Estradiol Hemisuccinate-Modified Surface-Engineered Carbon Dots: Target-Specific Theranostic Agent
2017
Sarkar, Saheli | Das, Krishnendu | Dāsa, Praśānta Kumāra
The present work highlights design and development of noncovalently surface-modified carbon dots by 17β-estradiol hemisuccinate that selectively stains estrogen receptor (ER)-rich cancer cells as well as kill ER (+) cancer cells by target-specific delivery of the anticancer drug doxorubicin. Positively surface-charged blue-emitting and green-emitting cationic carbon dots (CCDs) were prepared.
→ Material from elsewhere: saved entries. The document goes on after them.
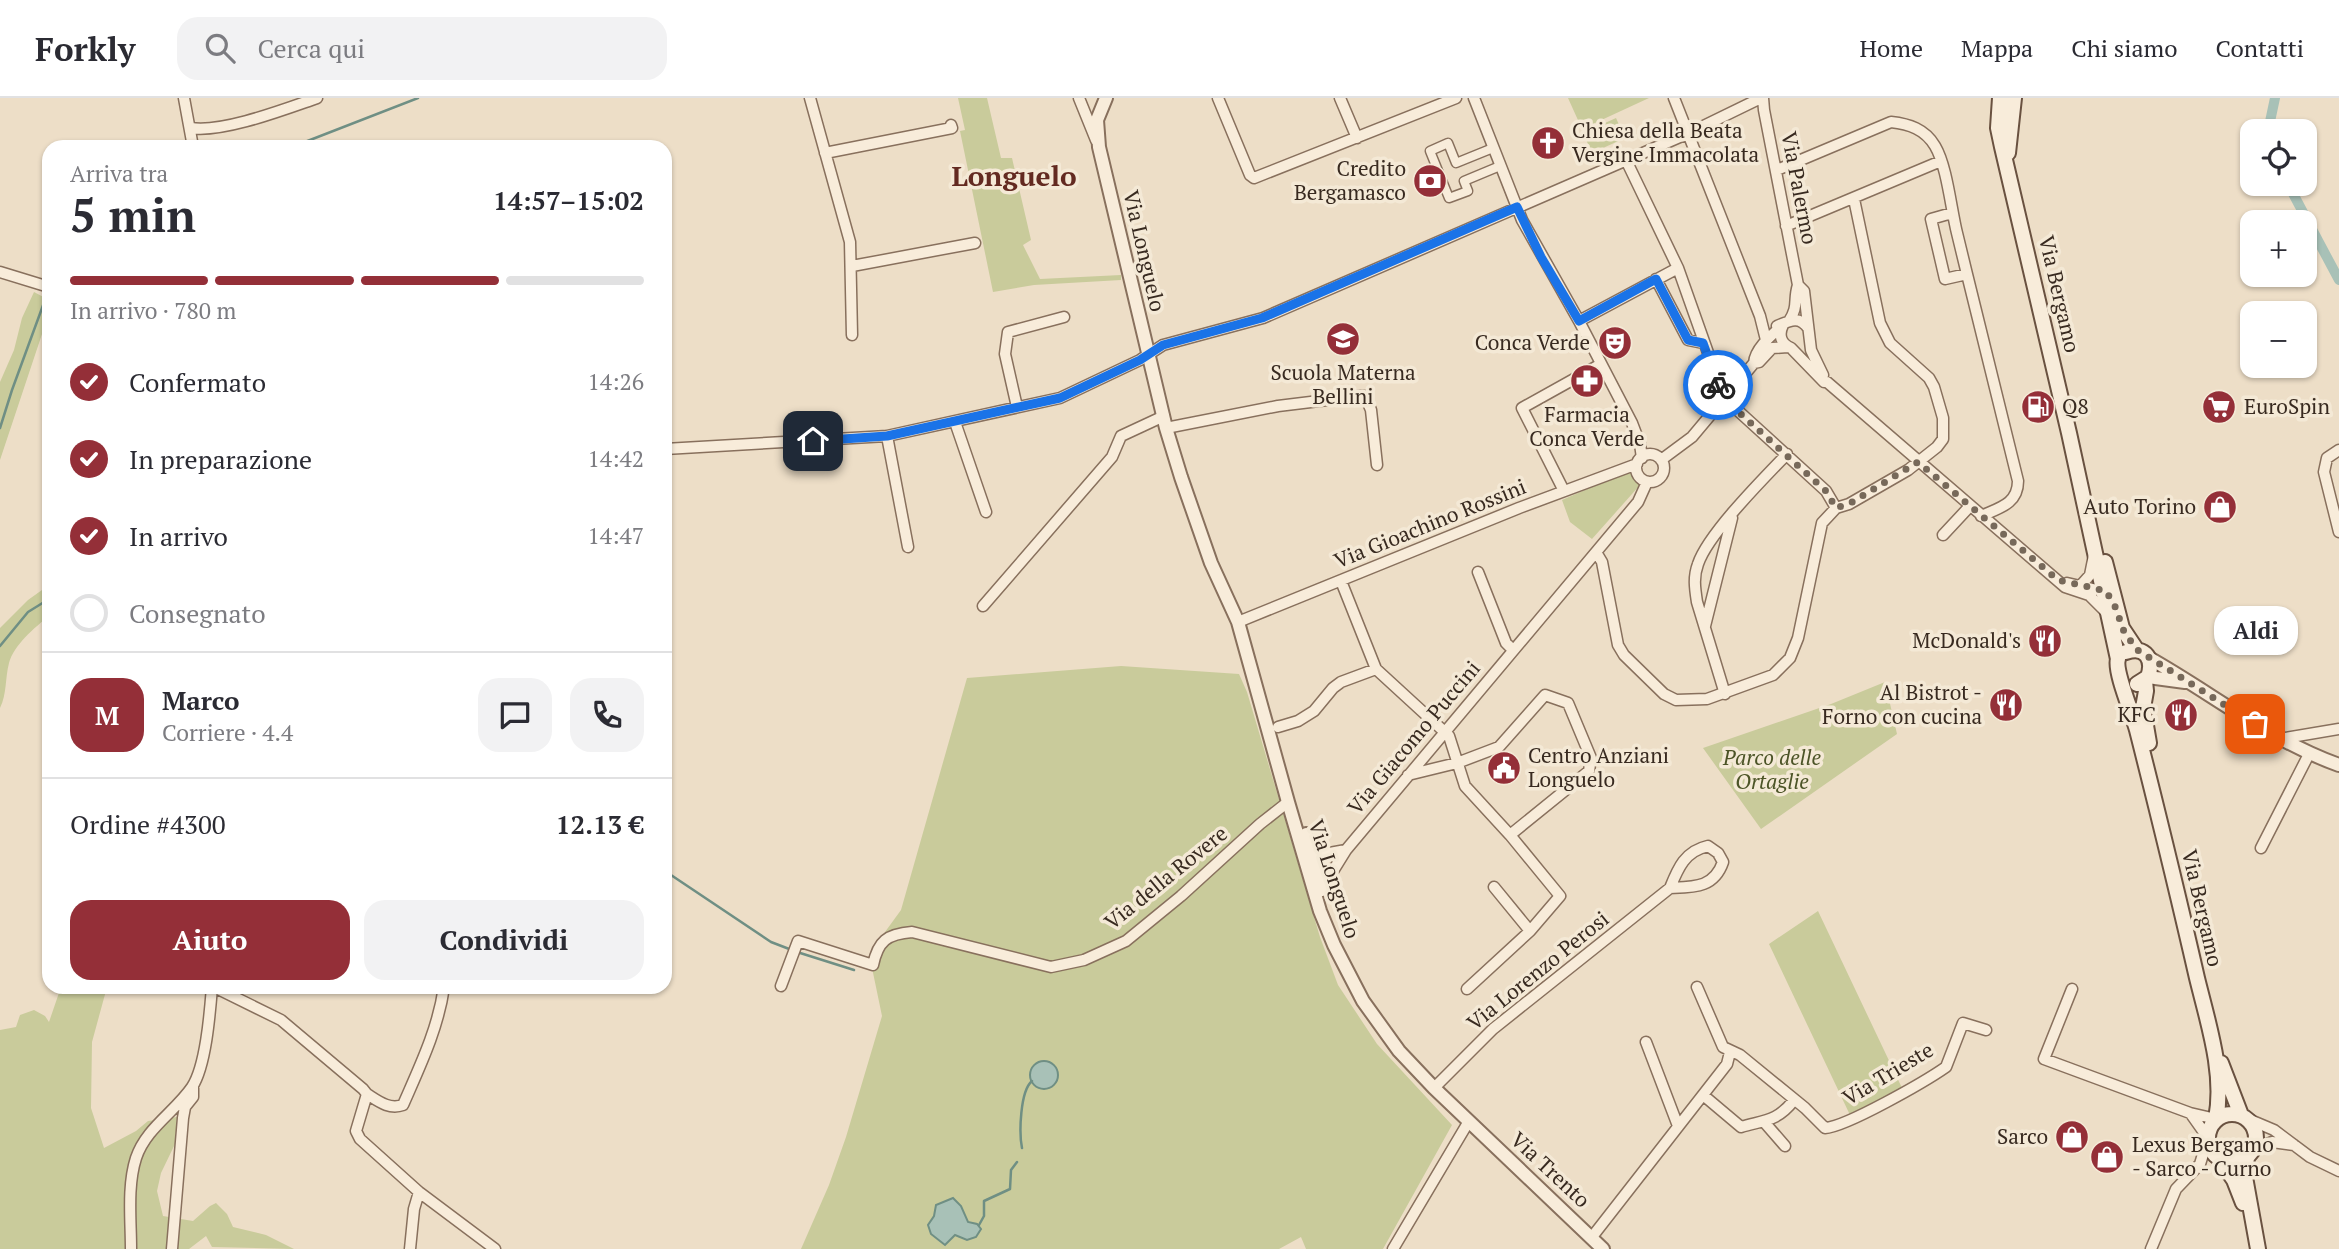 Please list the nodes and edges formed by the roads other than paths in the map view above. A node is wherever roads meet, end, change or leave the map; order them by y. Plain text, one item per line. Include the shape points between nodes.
1 (184, 98) edge
2 (317, 98) edge
3 (810, 98) edge
4 (1080, 98) edge
5 (1105, 98) edge
6 (1218, 98) edge
7 (1340, 98) edge
8 (1456, 98) edge
9 (1474, 98) edge
10 (1674, 98) edge
11 (1762, 98) edge
12 (2000, 98) edge
13 (2014, 98) edge
14 (951, 126) dead end
15 (191, 128) junction
16 (1689, 133) junction
17 (1357, 138) junction
18 (192, 140) edge
19 (1099, 147) junction
20 (1493, 148) junction
21 (825, 153) junction
22 (1626, 160) junction
23 (1941, 161) junction
24 (2007, 165) junction
25 (1500, 166) junction
26 (1777, 170) junction
27 (1854, 199) junction
28 (1517, 207) junction
29 (1952, 213) junction
30 (1786, 226) junction
31 (975, 243) dead end
32 (852, 266) junction
33 (1678, 268) junction
34 (0, 272) edge
35 (1967, 274) junction
36 (1656, 279) junction
37 (42, 285) edge
38 (1798, 285) junction
39 (1760, 316) junction
40 (1064, 317) dead end
41 (1579, 321) junction
42 (1786, 323) junction
43 (1809, 332) junction
44 (852, 335) dead end
45 (1766, 340) junction
46 (1703, 343) junction
47 (1790, 348) junction
48 (1148, 355) junction
49 (1754, 363) junction
50 (1601, 364) junction
51 (1827, 382) junction
52 (1724, 398) junction
53 (1017, 407) junction
54 (955, 422) junction
55 (1165, 422) junction
56 (1632, 423) junction
57 (2069, 433) junction
58 (887, 436) junction
59 (672, 449) edge
60 (2339, 450) edge
61 (1787, 454) junction
62 (1658, 457) junction
63 (1639, 461) junction
64 (1918, 462) junction
65 (1377, 465) dead end
66 (1647, 482) junction
67 (1564, 491) junction
68 (1970, 506) junction
69 (1836, 508) junction
70 (986, 512) dead end
71 (1733, 514) junction
72 (1981, 516) junction
73 (2339, 532) edge
74 (1943, 535) dead end
75 (908, 547) dead end
76 (1597, 552) junction
77 (2094, 555) junction
78 (1478, 572) dead end
79 (2058, 580) junction
80 (1341, 581) junction
81 (2081, 585) junction
82 (2101, 589) junction
83 (983, 606) dead end
84 (2112, 612) junction
85 (1238, 622) junction
86 (1704, 628) junction
87 (2136, 649) junction
88 (1513, 650) junction
89 (2149, 658) junction
90 (2118, 659) junction
91 (1376, 669) junction
92 (2121, 679) junction
93 (2146, 679) junction
94 (2189, 683) junction
95 (1725, 694) junction
96 (1278, 727) dead end
97 (2339, 729) edge
98 (1444, 732) junction
99 (2279, 739) junction
100 (2309, 754) junction
101 (1457, 763) junction
102 (2339, 765) edge
103 (1279, 773) junction
104 (1408, 775) junction
105 (2154, 793) junction
106 (1288, 802) junction
107 (1295, 824) junction
108 (1510, 835) junction
109 (2261, 848) dead end
110 (1313, 849) junction
111 (1346, 850) junction
112 (1323, 887) junction
113 (1494, 887) dead end
114 (1670, 888) junction
115 (1320, 911) junction
116 (1530, 931) junction
117 (781, 986) dead end
118 (1696, 987) dead end
119 (1467, 989) dead end
120 (2072, 989) dead end
121 (212, 994) edge
122 (227, 994) edge
123 (443, 994) edge
124 (1986, 1030) dead end
125 (2210, 1032) junction
126 (1646, 1042) dead end
127 (1730, 1052) junction
128 (193, 1086) junction
129 (1434, 1088) junction
130 (367, 1094) junction
131 (1703, 1095) junction
132 (1794, 1100) junction
133 (2190, 1114) junction
134 (2244, 1117) junction
135 (2216, 1119) junction
136 (1469, 1121) junction
137 (1765, 1122) junction
138 (1678, 1126) junction
139 (2208, 1138) junction
140 (2294, 1145) junction
141 (1785, 1146) dead end
142 (2250, 1154) junction
143 (2219, 1158) junction
144 (2200, 1164) junction
145 (2339, 1171) edge
146 (419, 1192) junction
147 (2253, 1227) junction
148 (1592, 1237) junction
149 (131, 1249) edge
150 (172, 1249) edge
151 (410, 1249) edge
152 (495, 1249) edge
153 (1394, 1249) edge
154 (1603, 1249) edge
155 (2151, 1249) edge
156 (2258, 1249) edge

1 - 15 street
2 - 15 street via 206,130
3 - 21 street
4 - 5 street via 1093,108
4 - 19 street, Via Longuelo
5 - 19 street via 1097,120
6 - 17 street via 1254,178
7 - 17 street
8 - 17 street
9 - 20 street
10 - 16 street
11 - 16 street
11 - 26 street, Via Palermo
12 - 24 main road, Via Bergamo via 1998,128
13 - 24 main road, Via Bergamo
14 - 21 street
15 - 18 street
16 - 22 street
16 - 39 street
19 - 48 street, Via Longuelo
20 - 25 street
20 - 25 street via 1456,163 1448,143 1430,151 1450,198 1468,191 1464,181
21 - 32 street via 850,242
22 - 28 street
22 - 33 street
23 - 26 street via 1935,145 1921,130 1891,122
23 - 27 street
23 - 29 street
24 - 57 main road, Via Bergamo
25 - 28 street
26 - 30 street, Via Palermo
27 - 30 street
27 - 64 street via 1880,323 1890,343 1928,378 1940,406 1943,439
28 - 41 street
28 - 48 street via 1262,318 1163,345
29 - 35 street
29 - 35 street via 1931,219 1945,279
30 - 38 street, Via Palermo
31 - 32 street
32 - 44 street
33 - 36 street
33 - 46 street
34 - 37 street
35 - 72 street via 2018,481 2015,498
36 - 41 street
36 - 46 street via 1688,340
38 - 42 street, Via Palermo via 1796,309
38 - 43 street, Via Palermo via 1804,291
39 - 42 street via 1770,326
39 - 45 street
40 - 53 street via 1008,332 1005,354
41 - 50 street
42 - 43 street via 1799,320
42 - 45 street
42 - 47 street via 1780,335
43 - 47 street via 1803,346
43 - 51 street, Via Palermo via 1814,358
45 - 49 street, Via Giacomo Puccini
46 - 52 street
47 - 49 street, Via Giacomo Puccini via 1772,348
47 - 51 street
48 - 53 street via 1060,398
48 - 55 street, Via Longuelo
49 - 52 street, Via Giacomo Puccini
50 - 56 street
50 - 67 street via 1522,408
51 - 64 street
52 - 61 street
52 - 62 street, Via Giacomo Puccini via 1692,437
53 - 54 street
54 - 58 street
54 - 70 street
55 - 65 street via 1365,396 1371,410
55 - 83 street via 1121,436 1112,457
55 - 85 street, Via Longuelo via 1199,532
56 - 62 street
56 - 63 street via 1640,444
57 - 77 main road, Via Bergamo
57 - 84 main road, Via Bergamo via 2091,497
58 - 59 street
58 - 75 street
60 - 73 street via 2327,458 2324,472
61 - 69 street via 1826,491
61 - 71 street
62 - 63 street, Via Giacomo Puccini
62 - 66 street, Via Giacomo Puccini via 1664,470 1661,477
63 - 66 street via 1638,475
63 - 67 street, Via Gioachino Rossini
64 - 68 street
64 - 69 street
66 - 76 street, Via Giacomo Puccini via 1638,502
67 - 80 street, Via Gioachino Rossini
68 - 72 street
68 - 74 street
69 - 95 street via 1822,523 1790,658 1773,675
71 - 86 street
71 - 86 street via 1704,551 1696,572 1694,587
72 - 79 street
76 - 88 street, Via Giacomo Puccini
76 - 95 street via 1618,645 1625,655 1676,700
77 - 81 street via 2090,575
77 - 82 main road, Via Bergamo
78 - 88 street via 1506,643
79 - 81 street
79 - 84 street
80 - 85 street, Via Gioachino Rossini
80 - 91 street
81 - 82 street
82 - 84 main road, Via Bergamo
84 - 87 main road, Via Bergamo
84 - 90 main road, Via Bergamo
85 - 103 street, Via Longuelo
86 - 95 street
87 - 89 main road
87 - 90 main road
88 - 98 street, Via Giacomo Puccini
89 - 93 main road
89 - 94 street
90 - 92 main road
91 - 96 street via 1341,682 1314,711
91 - 98 street
92 - 93 main road via 2134,684
92 - 105 main road, Via Bergamo
93 - 94 street
93 - 105 main road, Via Bergamo via 2143,708
94 - 99 street
97 - 99 street
98 - 101 street
98 - 104 street, Via Giacomo Puccini
99 - 100 street
100 - 102 street
100 - 109 street
101 - 104 street
101 - 108 street via 1465,786
101 - 108 street via 1499,747 1545,695 1568,703 1591,758 1589,771
103 - 106 street, Via Longuelo
103 - 110 street, Via Longuelo
104 - 111 street, Via Giacomo Puccini
105 - 125 main road, Via Bergamo
106 - 107 street, Via Longuelo
106 - 117 street, Via della Rovere via 1125,941 1084,960 1051,967 912,932 882,942 873,965 798,941
107 - 110 street
107 - 115 street, Via Longuelo
108 - 116 street via 1560,896
110 - 111 street via 1329,855
110 - 112 street, Via Longuelo
111 - 112 street, Via Giacomo Puccini
112 - 115 street, Via Giacomo Puccini
113 - 116 street
114 - 114 street, Via Lorenzo Perosi via 1699,887 1719,872 1723,862 1718,853 1708,846 1699,848 1681,862
114 - 129 street, Via Lorenzo Perosi via 1493,1029
115 - 129 street, Via Longuelo via 1363,1001 1399,1051
116 - 119 street
118 - 127 street, Via Trieste via 1723,1047
120 - 133 street via 2044,1059
121 - 128 street via 207,1036
122 - 130 street via 281,1020
123 - 130 street via 431,1041 403,1105 388,1106
124 - 132 street, Via Trieste via 1963,1023 1946,1067 1833,1127 1821,1126
125 - 134 main road, Via Bergamo
125 - 135 main road, Via Bergamo via 2221,1096
126 - 138 street
127 - 131 street via 1727,1064
127 - 132 street, Via Trieste via 1740,1055
128 - 149 street via 152,1129 136,1158
128 - 150 street via 194,1097 183,1118
129 - 136 street, Via Longuelo
130 - 146 street via 356,1130 360,1139
131 - 137 street via 1741,1127
131 - 138 street
132 - 137 street
133 - 135 street
133 - 139 street
134 - 135 main road
134 - 140 street
134 - 142 main road via 2255,1128 2257,1139
135 - 139 main road
136 - 148 street, Via Trento
136 - 153 street
137 - 141 street
138 - 148 street
139 - 143 main road
139 - 144 street
140 - 142 street via 2272,1142
140 - 145 street
142 - 143 main road via 2234,1162
142 - 147 main road via 2245,1177
143 - 144 street
143 - 147 main road via 2234,1180
144 - 155 street via 2176,1189
146 - 151 street
146 - 152 street
147 - 156 main road
148 - 154 street, Via Trento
Blue-emitting cationic carbon dots (CCDb) were prepared by the thermal coupling of tris(hydroxymethyl)aminomethane and betaine hydrochloride, while green-emitting cationic carbon dots (CCDg) were prepared by the thermal coupling of citric acid and ehylenediamine. Negatively charged estradiol hemisuccinate (E2) was synthesized from 17β-estradiol. Both CCDb and CCDg were noncovalently coupled with E2 through electrostatic interaction to prepare CCDb-E2 and CCDg-E2 hybrids, respectively. These surface-modified carbon dots were characterized by microscopic and spectroscopic techniques. Both CCD-E2 hybrids were highly water soluble. CCDb-E2 and CCDg-E2 exhibited enhanced emissions more than those of the respective native CCDs. Consequently, these CCDb-E2 and CCDg-E2 hybrids were utilized as selective cellular markers of estrogen receptor-rich (ER+) MCF7 cells over estrogen receptor negative (ER-) MDA-MB-231 cells and noncancerous CHO cells. Moreover, the anticancer drug doxorubicin (dox)-loaded CCDb-E2 and CCDg-E2 (CCDb-E2-dox and CCDg-E2-dox, respectively) showed selective killing of ER(+) MCF7 cells through a late apoptotic pathway by 2-fold higher efficacy compared to ER(−) MDA-MB-231 cells and noncancerous CHO cells.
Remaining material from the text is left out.